Su ilLibraio.it lo scrittore Andrea Inglese racconta e analizza "Viaggio al termine della notte", capolavoro di un autore discusso, Louis Ferdinand Céline - Torna la rubrica #LettureIndimenticabili

Avrete fatto tutti quel gioco, intorno ai diciassette anni, quando si debbono assolutamente scegliere i dieci dischi da portarsi nell’isola deserta, all’epoca almeno delle antiche discografie in vinile, con tanto di copertine variopinte e carismatiche. E vi ricorderete delle terribili esitazioni tra Beggars Banquet o Exile on Main Street dei Rolling Stones, oppure tra Horses di Patty Smith e Transformer di Lou Reed. A me quel gioco ha sempre provocato un’ansia pazzesca, dal momento che non ero mai del tutto certo delle mie scelte, essendo il gusto musicale, soprattutto a quell’età, quanto mai fluido e cangiante, pronto a repentini tradimenti come ad entusiasmi imprevedibili. Confrontato alla versione letteraria di un simile gioco, ho mostrato nel tempo una olimpica serenità e costanza, e oggi, come all’epoca dei mei diciotto anni, ho almeno qualche certezza, qualche base solida e indiscutibile. Non so se andrei nell’isola deserta con Sotto il vulcano di Malcom Lowry o L’osceno uccello della notte di José Donoso, non so quale romanzo della trilogia di Beckett sceglierei, ma di sicuro mi porterei, ancora e sempre, Viaggio al termine della notte di Louis Ferdinand Céline.
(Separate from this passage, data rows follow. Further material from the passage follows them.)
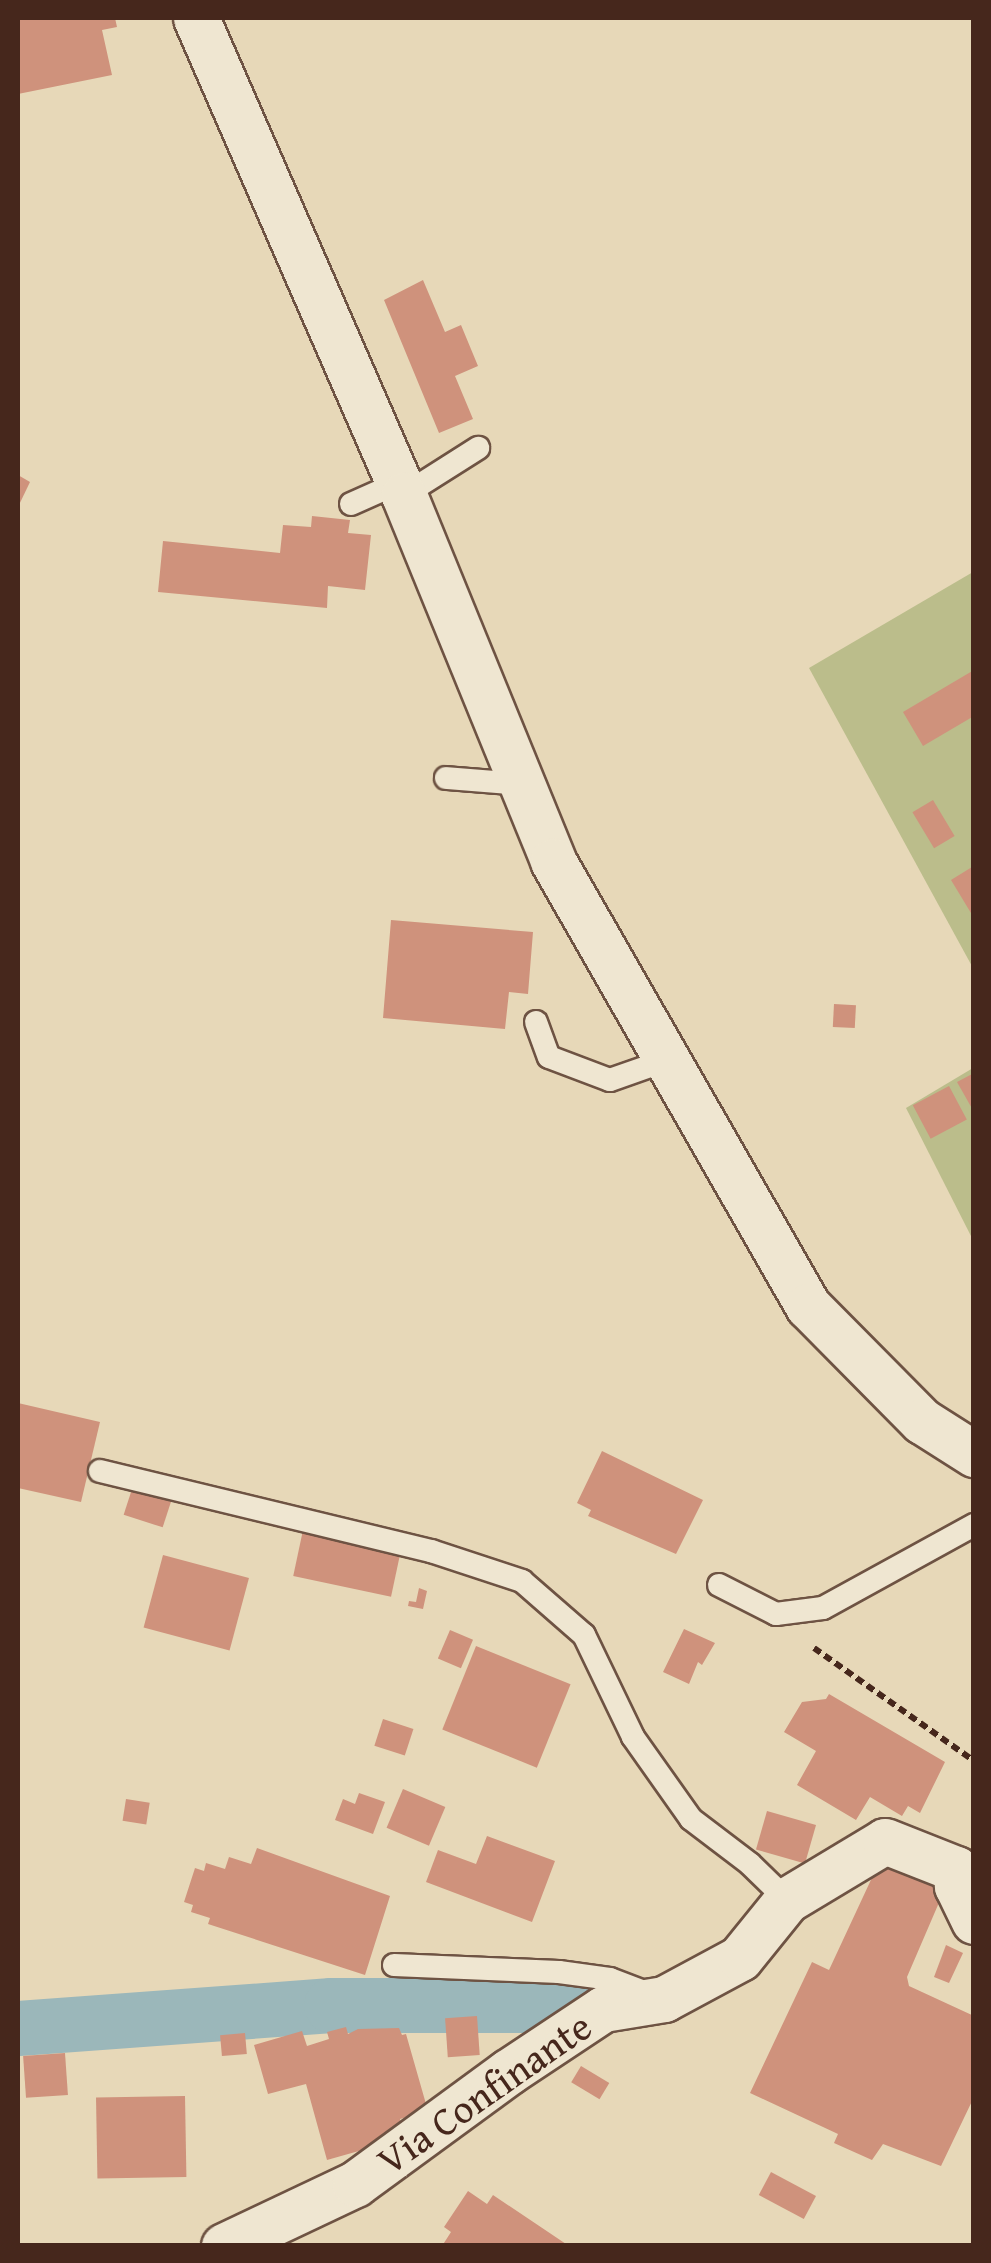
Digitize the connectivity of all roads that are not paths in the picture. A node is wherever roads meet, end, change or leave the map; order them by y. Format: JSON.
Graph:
{"nodes":[{"id":1,"x":196,"y":18,"type":"edge"},
{"id":2,"x":478,"y":448,"type":"dead end"},
{"id":3,"x":401,"y":489,"type":"junction"},
{"id":4,"x":351,"y":504,"type":"dead end"},
{"id":5,"x":446,"y":778,"type":"dead end"},
{"id":6,"x":521,"y":784,"type":"junction"},
{"id":7,"x":536,"y":1022,"type":"dead end"},
{"id":8,"x":667,"y":1060,"type":"junction"},
{"id":9,"x":974,"y":1454,"type":"edge"},
{"id":10,"x":100,"y":1471,"type":"dead end"},
{"id":11,"x":974,"y":1525,"type":"edge"},
{"id":12,"x":719,"y":1585,"type":"dead end"},
{"id":13,"x":965,"y":1852,"type":"edge"},
{"id":14,"x":786,"y":1900,"type":"junction"},
{"id":15,"x":974,"y":1921,"type":"edge"},
{"id":16,"x":394,"y":1965,"type":"dead end"},
{"id":17,"x":664,"y":1999,"type":"junction"},
{"id":18,"x":224,"y":2246,"type":"edge"}],
"edges":[{"from":1,"to":3,"type":"street"},
{"from":2,"to":3,"type":"lane"},
{"from":3,"to":4,"type":"lane"},
{"from":3,"to":6,"type":"street"},
{"from":5,"to":6,"type":"lane"},
{"from":6,"to":8,"type":"street"},
{"from":7,"to":8,"type":"lane"},
{"from":8,"to":9,"type":"street"},
{"from":10,"to":14,"type":"lane"},
{"from":11,"to":12,"type":"lane"},
{"from":13,"to":14,"type":"street","name":"Via Confinante"},
{"from":13,"to":15,"type":"street"},
{"from":14,"to":17,"type":"street","name":"Via Confinante"},
{"from":16,"to":17,"type":"lane"},
{"from":17,"to":18,"type":"street","name":"Via Confinante"}]}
Se sapessi davvero cos’è un capolavoro letterario, affermerei solennemente che il Viaggio è un capolavoro della letteratura novecentesca, ma potrei limitarmi a dire che questo è un romanzo indispensabile, insostituibile, in modo particolare per chi entra nella vita – per un diciottenne, ad esempio – , anche se poi, dal momento che nessuno di noi entra mai del tutto nella vita, perché siamo sempre in uno strano ritardo, costantemente trattenuti da qualche sogno ad occhi aperti, da qualche illusione che ci mantiene sospesi, fermi sulla soglia, con i piedi ancora staccati da terra, allora, per questa difficoltà cronica di entrarci una volta per sempre nella vita, Viaggio al termine della notte è un libro che serve a tutti, un libro profondamente educativo, anche per i settantenni.

LEGGI ANCHE – Le lettere alle “amiche” svelano tutte le contraddizioni Céline – di Camilla Tagliabue 

La miseria umana può essere scrutata, ossia possiamo puntare gli occhi su di essa, senza seguire quell’impulso quotidiano, quell’urgenza di distogliere lo sguardo, come se già sapessimo tutto, come se quella miseria, oltre a un disgusto fisico, a una nausea morale, non potesse dirci più nulla. Céline insegna che si può tenere fisso lo sguardo e discernere con cura e compassione un intero universo di figure, di clamori e sofferenze, di paesaggi e oggetti squallidi, perché nell’oscurità ripugnante della miseria, lontano dagli scintillamenti delle vite confortevoli, dall’eterna arroganza della borghesia, vi è comunque immersa una fetta importante dell’umanità, che si scontra con delle condizioni di vita impietose e, nello stesso tempo, con i propri impulsi più meschini o irragionevoli.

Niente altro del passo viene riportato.